* [What to produce]: Copy out each line of the data below in which the string "Joni" appears.

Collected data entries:
=== Begin Enclosure ===
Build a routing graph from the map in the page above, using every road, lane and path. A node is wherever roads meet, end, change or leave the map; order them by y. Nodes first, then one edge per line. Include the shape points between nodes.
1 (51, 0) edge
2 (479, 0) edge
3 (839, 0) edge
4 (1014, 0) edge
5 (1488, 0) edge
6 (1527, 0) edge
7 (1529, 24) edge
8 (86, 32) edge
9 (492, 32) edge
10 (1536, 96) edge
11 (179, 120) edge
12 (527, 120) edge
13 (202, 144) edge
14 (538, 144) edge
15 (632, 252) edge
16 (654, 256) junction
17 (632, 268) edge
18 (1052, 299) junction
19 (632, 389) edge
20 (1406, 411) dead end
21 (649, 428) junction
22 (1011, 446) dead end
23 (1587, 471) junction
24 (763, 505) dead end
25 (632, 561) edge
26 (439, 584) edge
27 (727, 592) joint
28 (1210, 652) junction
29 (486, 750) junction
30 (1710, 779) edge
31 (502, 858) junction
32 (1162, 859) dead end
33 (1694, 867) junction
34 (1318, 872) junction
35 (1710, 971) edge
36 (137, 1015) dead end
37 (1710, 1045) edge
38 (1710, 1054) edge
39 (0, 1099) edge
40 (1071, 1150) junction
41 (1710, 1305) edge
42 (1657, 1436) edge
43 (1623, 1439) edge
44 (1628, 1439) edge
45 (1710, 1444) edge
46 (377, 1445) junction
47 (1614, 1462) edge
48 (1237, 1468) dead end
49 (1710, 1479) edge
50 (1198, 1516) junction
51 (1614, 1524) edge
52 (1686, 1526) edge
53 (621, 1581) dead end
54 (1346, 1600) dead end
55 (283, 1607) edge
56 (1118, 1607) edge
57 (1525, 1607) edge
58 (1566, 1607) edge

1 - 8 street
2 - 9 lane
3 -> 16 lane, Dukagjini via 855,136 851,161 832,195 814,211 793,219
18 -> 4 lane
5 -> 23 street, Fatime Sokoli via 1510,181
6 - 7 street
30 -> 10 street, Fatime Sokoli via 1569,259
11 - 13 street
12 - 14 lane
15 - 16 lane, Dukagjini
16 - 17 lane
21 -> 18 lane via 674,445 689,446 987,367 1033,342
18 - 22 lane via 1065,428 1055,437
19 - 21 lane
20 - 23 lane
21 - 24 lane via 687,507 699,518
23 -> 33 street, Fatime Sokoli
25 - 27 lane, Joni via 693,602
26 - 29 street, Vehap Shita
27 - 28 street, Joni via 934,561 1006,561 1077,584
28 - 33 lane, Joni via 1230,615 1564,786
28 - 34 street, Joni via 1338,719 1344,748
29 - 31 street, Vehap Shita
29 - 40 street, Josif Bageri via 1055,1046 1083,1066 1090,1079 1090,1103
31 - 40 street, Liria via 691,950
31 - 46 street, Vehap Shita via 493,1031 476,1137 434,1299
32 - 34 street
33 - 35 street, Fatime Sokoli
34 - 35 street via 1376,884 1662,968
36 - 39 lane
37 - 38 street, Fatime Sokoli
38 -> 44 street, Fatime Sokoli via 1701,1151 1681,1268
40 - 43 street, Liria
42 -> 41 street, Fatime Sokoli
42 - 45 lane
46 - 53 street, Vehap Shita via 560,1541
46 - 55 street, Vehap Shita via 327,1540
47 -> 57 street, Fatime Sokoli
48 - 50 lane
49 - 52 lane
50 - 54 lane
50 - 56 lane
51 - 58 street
=== End Enclosure ===
* [Answer space]:
25 - 27 lane, Joni via 693,602
27 - 28 street, Joni via 934,561 1006,561 1077,584
28 - 33 lane, Joni via 1230,615 1564,786
28 - 34 street, Joni via 1338,719 1344,748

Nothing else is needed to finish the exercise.